Swimming Lessons

“What have you brought?” Flora asked.

“Wait and see.” Nan was as excited as a child. She carried the box down through the grass and put it on the table. She undid the catches on the side and lifted the lid. “It’s a windup record player,” she said, pleased with herself, delighted with the look on Flora’s face. “I managed to get you an album I think you’ll like. You have to turn your back.”

“Really?”

“Yes, turn around.”

Flora turned and she heard Nan take something out of the bag, heard her pressing buttons, winding the machine up, and the crackle as she placed a needle on the vinyl. The familiar opening chords of “Rubylove” played out over the tangled plants of the garden. Flora spun, laughing, and Nan clicked her fingers up near her head. “Greek, not Spanish,” Flora said, smiling.

“Who cares,” Nan said, and began to dance, giving her hips a little wiggle. She twirled where the grass had been flattened, Flora swaying with her. They found it impossible not to smile, dancing around the table with the sun shining on the sea below them, and singing along, making up the foreign words with anything that came to them, holding hands and laughing together until the track finished and Nan flung herself, panting, onto the ground. Flora lay beside her sister, staring up at the blue sky, the grass prickling her legs.

“I should have told them,” Flora said.

“Who?” Nan said, still breathless.

“Jonathan and Louise.”

“Told them what?” Nan moved onto her side, propping her head up with her hand.

“What you were always telling me.” Flora put her hands over her eyes. “That they shouldn’t leave Daddy on his own.” Her blood pulsed in her ears, the whirr of an approaching helicopter. “I’m sorry,” she managed.

“Oh, Flora. None of it’s your fault.” Nan tucked some of her sister’s hair behind her ear.

“You’re wrong.” Flora closed her eyes, tried to stop herself from crying. “It’s all my fault.”

“What do you mean?”

“I saw Mum the day she disappeared.” Nan was silent, listening. “I didn’t go to school. I hid in the gorse and I watched her leave the house.” Once more, Flora saw Ingrid in her pink chiffon dress, turning into sunlight. “And I didn’t stop her.”

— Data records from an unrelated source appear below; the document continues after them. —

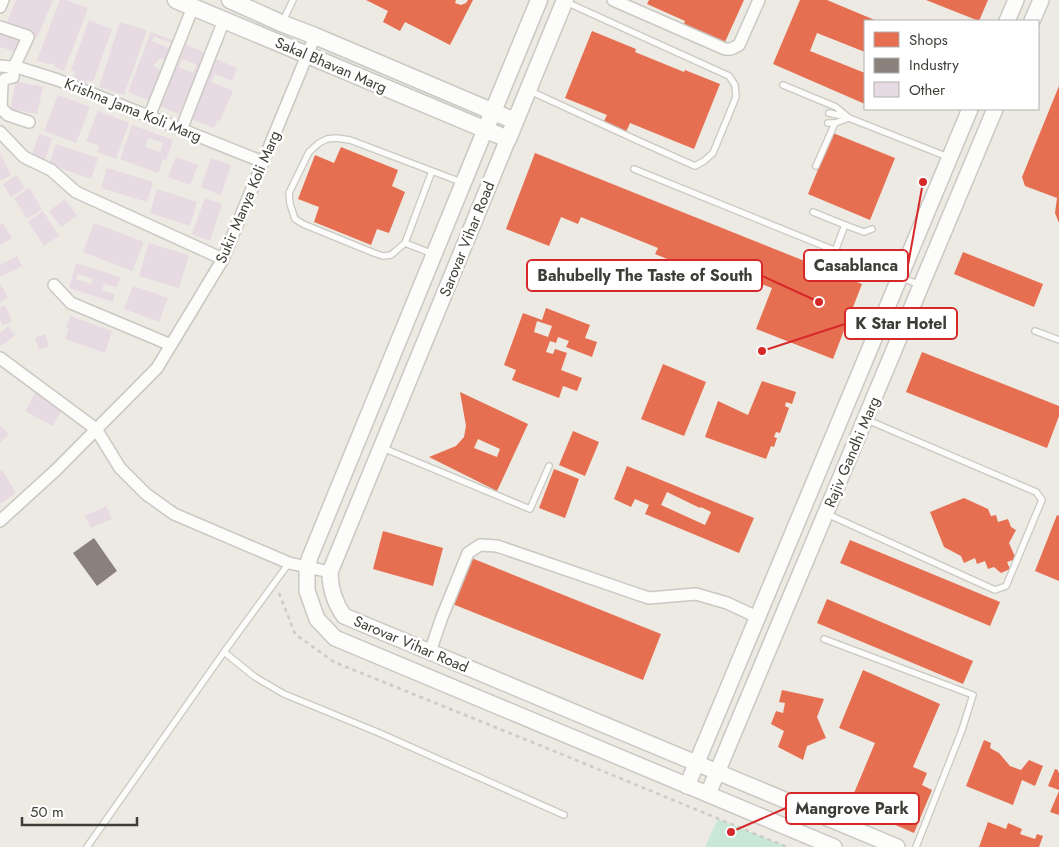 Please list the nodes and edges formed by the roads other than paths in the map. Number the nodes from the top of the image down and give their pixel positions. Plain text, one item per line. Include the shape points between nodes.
1 (3, 0) edge
2 (176, 0) edge
3 (230, 0) edge
4 (293, 0) edge
5 (539, 0) edge
6 (613, 0) edge
7 (759, 0) edge
8 (1016, 0) edge
9 (1041, 0) edge
10 (565, 1) edge
11 (0, 7) edge
12 (195, 8) junction
13 (224, 20) junction
14 (1007, 20) edge
15 (1032, 20) edge
16 (281, 23) junction
17 (0, 27) edge
18 (315, 36) junction
19 (307, 55) junction
20 (0, 66) edge
21 (14, 67) junction
22 (783, 85) dead end
23 (528, 90) junction
24 (970, 110) edge
25 (995, 110) edge
26 (493, 111) junction
27 (829, 113) dead end
28 (151, 118) junction
29 (849, 118) junction
30 (515, 121) junction
31 (29, 122) dead end
32 (828, 123) dead end
33 (835, 123) junction
34 (181, 130) junction
35 (485, 130) junction
36 (0, 132) edge
37 (508, 139) junction
38 (951, 154) junction
39 (974, 159) junction
40 (263, 162) junction
41 (816, 166) dead end
42 (634, 169) dead end
43 (432, 171) junction
44 (464, 183) junction
45 (812, 212) dead end
46 (845, 225) junction
47 (872, 229) dead end
48 (405, 243) junction
49 (835, 251) junction
50 (434, 255) junction
51 (223, 259) junction
52 (900, 277) junction
53 (54, 285) dead end
54 (921, 286) junction
55 (1036, 330) dead end
56 (1059, 340) edge
57 (171, 344) junction
58 (0, 358) edge
59 (865, 419) junction
60 (96, 429) junction
61 (381, 447) junction
62 (549, 466) dead end
63 (826, 513) junction
64 (1, 518) edge
65 (289, 563) junction
66 (307, 567) junction
67 (330, 572) junction
68 (757, 617) junction
69 (824, 639) dead end
70 (224, 652) junction
71 (430, 652) junction
72 (696, 763) junction
73 (717, 772) junction
74 (687, 786) junction
75 (708, 794) junction
76 (564, 815) dead end
77 (87, 847) edge
78 (834, 847) edge
79 (897, 847) edge
80 (916, 847) edge

1 - 11 street
2 - 12 main road, Sakal Bhavan Marg
3 - 16 main road, Sakal Bhavan Marg
4 - 16 lane
5 - 26 main road
6 - 7 street via 731,50 739,45
8 - 14 street
9 - 15 street
10 - 23 main road
10 - 23 lane via 729,76 735,85 736,97 713,153 695,166
12 - 13 main road, Sakal Bhavan Marg
12 - 28 street
13 - 19 main road, Sakal Bhavan Marg
13 - 34 street
16 - 18 main road, Sakal Bhavan Marg
17 - 21 street via 28,37
18 - 19 street, Sukir Manya Koli Marg
18 - 26 main road, Sakal Bhavan Marg
19 - 35 main road, Sakal Bhavan Marg
19 - 40 street, Sukir Manya Koli Marg
20 - 21 street, Krishna Jama Koli Marg
21 - 28 street, Krishna Jama Koli Marg via 58,80
21 - 31 street via 13,77 2,83 1,108 8,115
22 - 29 lane via 836,108
23 - 30 main road
24 - 38 street, Rajiv Gandhi Marg
25 - 39 street, Rajiv Gandhi Marg
26 - 30 main road, Sakal Bhavan Marg
26 - 35 main road
27 - 29 lane
28 - 34 street, Krishna Jama Koli Marg
29 - 33 lane
29 - 38 lane
30 - 37 main road
32 - 33 lane
33 - 41 lane
34 - 40 street, Krishna Jama Koli Marg
35 - 37 main road, Sakal Bhavan Marg
35 - 44 street, Sarovar Vihar Road
36 - 51 street via 24,157 52,170 76,192
37 - 61 street, Sarovar Vihar Road
38 - 39 street
38 - 52 street, Rajiv Gandhi Marg
39 - 54 street, Rajiv Gandhi Marg
40 - 51 street, Sukir Manya Koli Marg
42 - 49 lane
43 - 44 lane
43 - 48 lane
43 - 48 lane via 350,140 327,139 309,152 289,193 296,219 303,224 383,256 391,255
44 - 50 street, Sarovar Vihar Road
45 - 46 lane
46 - 47 lane via 864,232
46 - 49 lane
48 - 50 lane
49 - 52 lane
50 - 66 street, Sarovar Vihar Road
51 - 57 street, Sukir Manya Koli Marg
52 - 54 lane
52 - 68 street, Rajiv Gandhi Marg
53 - 57 street via 71,303
54 - 59 street, Rajiv Gandhi Marg
55 - 56 lane
57 - 60 street, Sukir Manya Koli Marg via 157,368
58 - 60 street
59 - 63 street, Rajiv Gandhi Marg
59 - 63 lane via 1036,492 1042,500 1006,586 995,590
60 - 64 street, Sukir Manya Koli Marg via 56,470
60 - 65 street via 120,468 146,494 174,514
61 - 62 lane via 530,509
61 - 67 street, Sarovar Vihar Road
63 - 73 street, Rajiv Gandhi Marg
65 - 66 street
65 - 70 lane
66 - 67 street
66 - 74 street, Sarovar Vihar Road via 307,591 317,619 335,638
67 - 71 street, Sarovar Vihar Road via 330,586 344,616
68 - 71 street via 727,603 696,594 649,598 498,546 480,545 468,553
68 - 72 street, Rajiv Gandhi Marg
69 - 80 lane via 973,694
70 - 76 lane via 255,677 284,694
70 - 77 lane
71 - 72 street, Sarovar Vihar Road
72 - 73 street, Sarovar Vihar Road
72 - 74 street, Rajiv Gandhi Marg
73 - 75 street, Rajiv Gandhi Marg
73 - 79 street, Sarovar Vihar Road
74 - 75 street, Sarovar Vihar Road
75 - 78 street, Sarovar Vihar Road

“But how could you have known? None of us knew she wouldn’t come back. And besides, you were a child—it wasn’t your job to stop her.”

Flora put a bent arm over her eyes, her chest heaving, and Nan pulled her in. They lay there, the two sisters, arms around each other with the sun shining on them until the album finished.


In the afternoon, when Nan had left, Flora pulled out one of the drawers from under the writing-room bed and took it, together with a cup of tea, to the table outside. The drawer was full of pieces of paper: snippets of typed stories, paragraphs describing landscape and birdsong, pages of sex. They had been scribbled over by her father, lines crossed out and annotations made in the margins: shit and move here and fucking rubbish. They made her smile, and she found it difficult to understand that these words could exist when her father did not.


The next morning Flora walked to the village shop. She selected a loaf of sliced bread and stood in front of the upright chiller with the door ajar, the pain of the cold air welcome. The second Mrs. Bankes, a younger, slimmer version of the previous one, coughed, and Flora took out a packet of bacon. She picked up half a dozen eggs, and when she opened the box to check none of them were cracked, something about their shape, their fragile brownness, made her grip the edge of the shelf for support. Tears plopped onto the box and spread into the cardboard. When she paid for the food, the second Mrs. Bankes gave her too much change. Flora knew it was on purpose, and she dropped the extra fifty pence into the collection box outside the shop.


As she balanced the frying pan on the writing room’s stove and tried to flip an egg, Flora heard the unmistakable rumble of the Morris Minor. She leaned on the bottom half of the stable door, eating bacon with her fingers, waiting for Richard.

“Hello,” she said.

He kissed her on the lips. “How have you been?”

“Breakfast? I could fry you an egg.”

“Just a coffee. You should eat at the table, you know, sitting down,” Richard said.

She fetched another cup, poured him some coffee, and they went to the table. The drawer was still there, the pages weighted with a rock.

“Nan brought me a record player,” Flora said, but Richard was busy sifting through the papers.

“What are these?”

“Some bits Daddy wrote. Scraps, really.”

He peered at the writing. “Do you think there’s anything publishable?”

She could tell he was excited. “Richard.”

He looked up. “Sorry. It was you I came to see. I brought a picnic. I thought we could go for a walk to the sea. Or you could even go for a swim. What do you say?”

She felt the sting in the bridge of her nose and turned her head away.